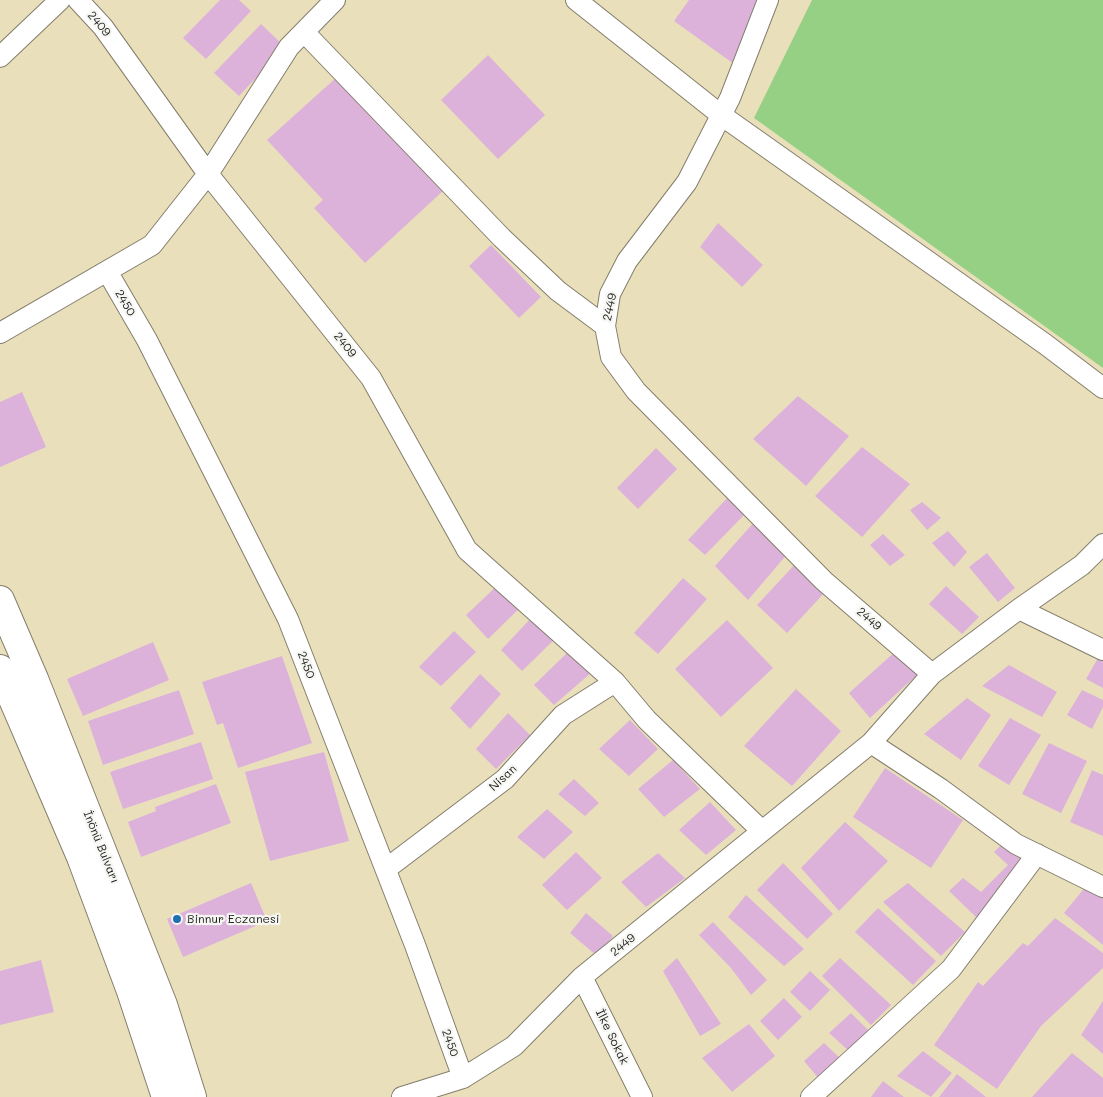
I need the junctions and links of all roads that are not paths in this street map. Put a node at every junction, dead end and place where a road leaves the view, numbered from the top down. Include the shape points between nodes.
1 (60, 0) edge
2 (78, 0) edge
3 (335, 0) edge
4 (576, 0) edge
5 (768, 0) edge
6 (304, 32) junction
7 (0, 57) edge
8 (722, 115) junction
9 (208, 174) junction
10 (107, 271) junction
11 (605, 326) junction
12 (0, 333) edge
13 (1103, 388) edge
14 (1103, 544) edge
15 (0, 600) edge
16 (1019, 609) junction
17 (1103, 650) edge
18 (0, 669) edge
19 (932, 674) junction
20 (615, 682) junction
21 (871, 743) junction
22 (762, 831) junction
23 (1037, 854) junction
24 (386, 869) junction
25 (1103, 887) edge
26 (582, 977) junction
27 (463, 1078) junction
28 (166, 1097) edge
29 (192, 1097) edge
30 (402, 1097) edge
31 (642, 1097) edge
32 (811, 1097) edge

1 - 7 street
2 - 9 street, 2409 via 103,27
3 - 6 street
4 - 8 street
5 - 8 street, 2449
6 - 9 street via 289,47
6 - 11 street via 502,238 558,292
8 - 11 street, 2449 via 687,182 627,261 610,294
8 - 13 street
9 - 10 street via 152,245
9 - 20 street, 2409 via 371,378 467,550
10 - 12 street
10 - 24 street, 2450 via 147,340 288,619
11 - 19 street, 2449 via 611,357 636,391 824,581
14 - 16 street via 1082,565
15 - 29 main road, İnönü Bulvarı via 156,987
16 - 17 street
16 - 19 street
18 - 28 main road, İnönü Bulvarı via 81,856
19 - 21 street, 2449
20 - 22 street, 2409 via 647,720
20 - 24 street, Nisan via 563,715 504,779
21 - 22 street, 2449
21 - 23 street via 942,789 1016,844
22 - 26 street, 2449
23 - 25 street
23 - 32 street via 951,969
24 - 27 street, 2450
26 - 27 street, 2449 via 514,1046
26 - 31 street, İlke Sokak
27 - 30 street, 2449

----

**About this task**
Every line above that holds the string "Bulvarı" should be returned.

**Problem solution**
15 - 29 main road, İnönü Bulvarı via 156,987
18 - 28 main road, İnönü Bulvarı via 81,856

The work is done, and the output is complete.